Le sujet des enfants face aux écrans s’invite régulièrement dans le débat public. Toutes les opinions côtoient la parole d’experts. Il est parfois difficile de s’y retrouver… Qu’en dit la science ? Nous avons interrogé Séverine Erhel, maître de conférences en psychologie cognitive et ergonomie à l’université Rennes 2. Selon elle, accuser les écrans de tous les maux est un prétexte pour éviter de regarder les véritables raisons des problèmes.
Est-ce que tous les écrans sont dangereux ?
Je préférerais qu’on se demande quelles sont les activités pratiquées sur écran qui peuvent nuire à l’utilisateur. Chez l’adulte, il y a, par exemple, l’alternance des tâches (multitasking). Nous avons conduit une recherche à l’université et nous avons constaté que regarder son téléphone ou consulter ses e-mails pendant qu’on assiste à un cours a des effets délétères sur l’apprentissage. Chez l’enfant, passer beaucoup de temps devant les écrans peut limiter celui consacré à d’autres activités enrichissantes.
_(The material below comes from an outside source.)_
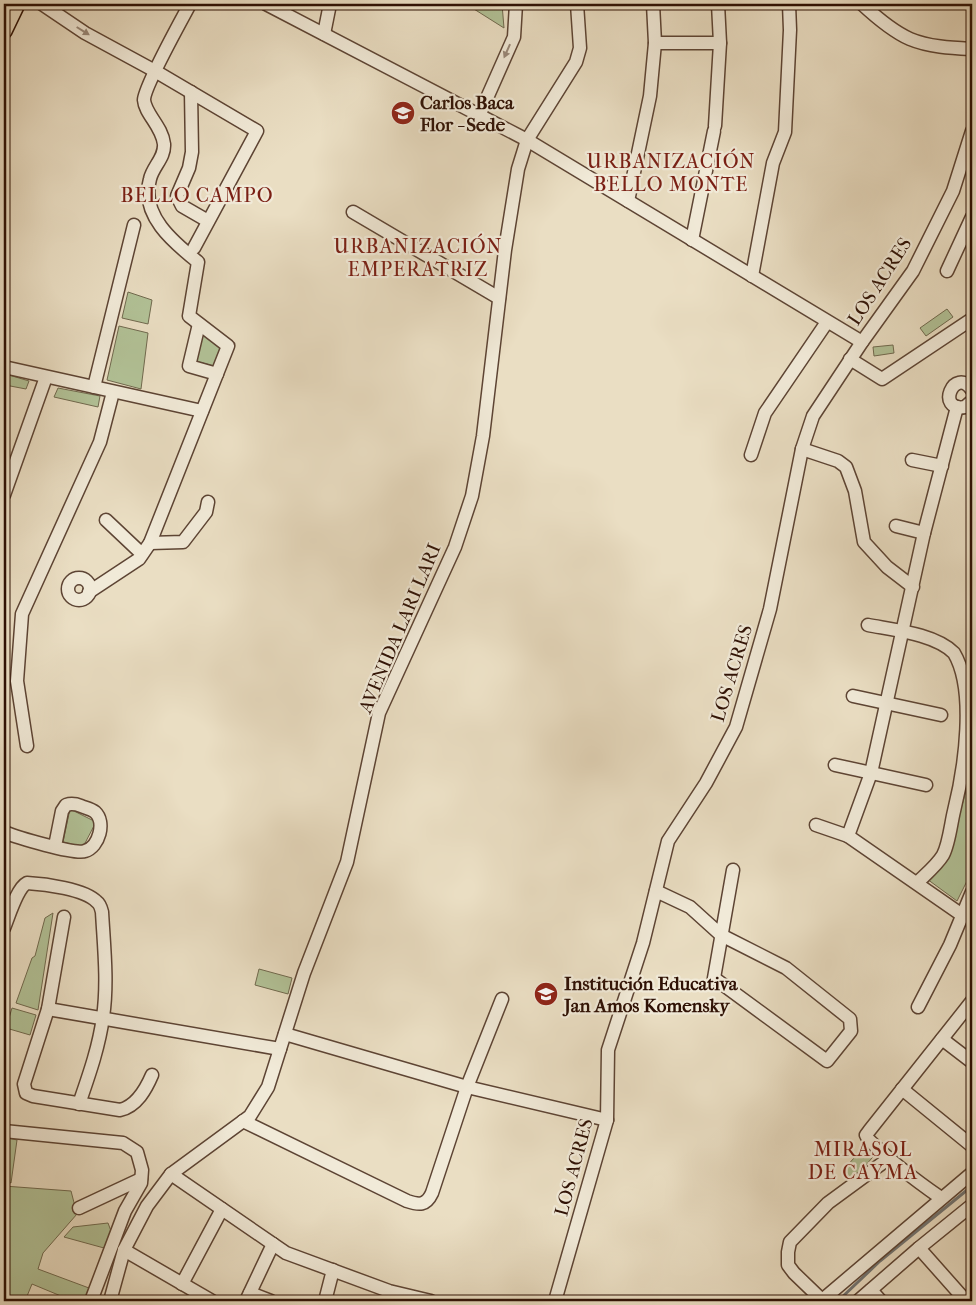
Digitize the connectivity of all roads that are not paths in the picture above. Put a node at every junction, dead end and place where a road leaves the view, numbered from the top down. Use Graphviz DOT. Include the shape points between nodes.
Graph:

Et un accompagnement parental peut être nécessaire pour certains contenus, mais en soi, les écrans ne sont pas dangereux.
« Un accompagnement parental peut être nécessaire pour certains contenus, mais en soi, les écrans ne sont pas dangereux. »
Quelles sont les activités sur écran qui peuvent être bénéfiques ?
Je pense en particulier aux activités qui servent de support à l’apprentissage. À l’Université Rennes 2, nous travaillons sur la question des serious games, des contenus éducatifs qui utilisent les ressorts ludiques du jeu vidéo. Et nous avons pu constater qu’ils permettent de mieux apprendre. De même, nous travaillons en lien avec l’association les P’tits Doudous qui utilise des écrans pour réduire l’anxiété des enfants avant une intervention chirurgicale. Selon eux, cet accompagnement, au moyen d’un jeu vidéo spécial, permet de réduire de 80 % les anxiolytiques de la prémédication.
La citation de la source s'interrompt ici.